** Given information follows **

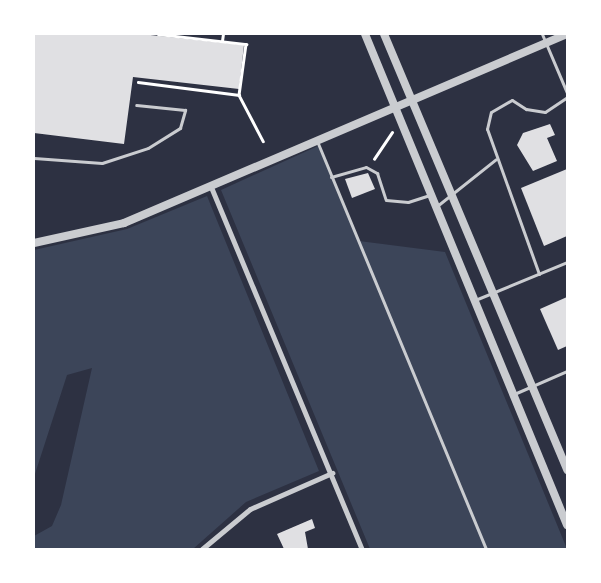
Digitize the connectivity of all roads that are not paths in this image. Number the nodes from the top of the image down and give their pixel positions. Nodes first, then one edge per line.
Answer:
1 (365, 34) edge
2 (384, 34) edge
3 (542, 34) edge
4 (567, 34) edge
5 (546, 43) junction
6 (567, 93) edge
7 (567, 97) edge
8 (412, 100) junction
9 (136, 105) dead end
10 (393, 107) junction
11 (316, 139) junction
12 (34, 158) edge
13 (496, 159) junction
14 (331, 177) junction
15 (211, 187) junction
16 (451, 194) junction
17 (429, 195) junction
18 (435, 208) junction
19 (34, 243) edge
20 (567, 262) edge
21 (539, 274) junction
22 (496, 292) junction
23 (473, 301) junction
24 (567, 371) edge
25 (532, 386) junction
26 (514, 394) junction
27 (567, 470) edge
28 (332, 473) junction
29 (567, 525) edge
30 (202, 549) edge
31 (362, 549) edge
32 (486, 549) edge

1 - 10 street
2 - 8 street
3 - 5 lane
4 - 5 street
5 - 6 lane
5 - 8 street
7 - 13 lane
8 - 10 street
8 - 16 street
9 - 12 lane
10 - 11 street
10 - 17 street
11 - 14 lane
11 - 15 street
13 - 16 lane
13 - 21 lane
14 - 17 lane
14 - 32 lane
15 - 19 street
15 - 28 street
16 - 18 lane
16 - 22 street
17 - 18 street
18 - 23 street
20 - 21 lane
21 - 22 lane
22 - 23 lane
22 - 25 street
23 - 26 street
24 - 25 lane
25 - 26 lane
25 - 27 street
26 - 29 street
28 - 30 street
28 - 31 street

** End of Given information **

Activity:
Output, word for word, the full listing above, with no pictures.

Output for this task:
Digitize the connectivity of all roads that are not paths in this image. Number the nodes from the top of the image down and give their pixel positions. Nodes first, then one edge per line.
Answer:
1 (365, 34) edge
2 (384, 34) edge
3 (542, 34) edge
4 (567, 34) edge
5 (546, 43) junction
6 (567, 93) edge
7 (567, 97) edge
8 (412, 100) junction
9 (136, 105) dead end
10 (393, 107) junction
11 (316, 139) junction
12 (34, 158) edge
13 (496, 159) junction
14 (331, 177) junction
15 (211, 187) junction
16 (451, 194) junction
17 (429, 195) junction
18 (435, 208) junction
19 (34, 243) edge
20 (567, 262) edge
21 (539, 274) junction
22 (496, 292) junction
23 (473, 301) junction
24 (567, 371) edge
25 (532, 386) junction
26 (514, 394) junction
27 (567, 470) edge
28 (332, 473) junction
29 (567, 525) edge
30 (202, 549) edge
31 (362, 549) edge
32 (486, 549) edge

1 - 10 street
2 - 8 street
3 - 5 lane
4 - 5 street
5 - 6 lane
5 - 8 street
7 - 13 lane
8 - 10 street
8 - 16 street
9 - 12 lane
10 - 11 street
10 - 17 street
11 - 14 lane
11 - 15 street
13 - 16 lane
13 - 21 lane
14 - 17 lane
14 - 32 lane
15 - 19 street
15 - 28 street
16 - 18 lane
16 - 22 street
17 - 18 street
18 - 23 street
20 - 21 lane
21 - 22 lane
22 - 23 lane
22 - 25 street
23 - 26 street
24 - 25 lane
25 - 26 lane
25 - 27 street
26 - 29 street
28 - 30 street
28 - 31 street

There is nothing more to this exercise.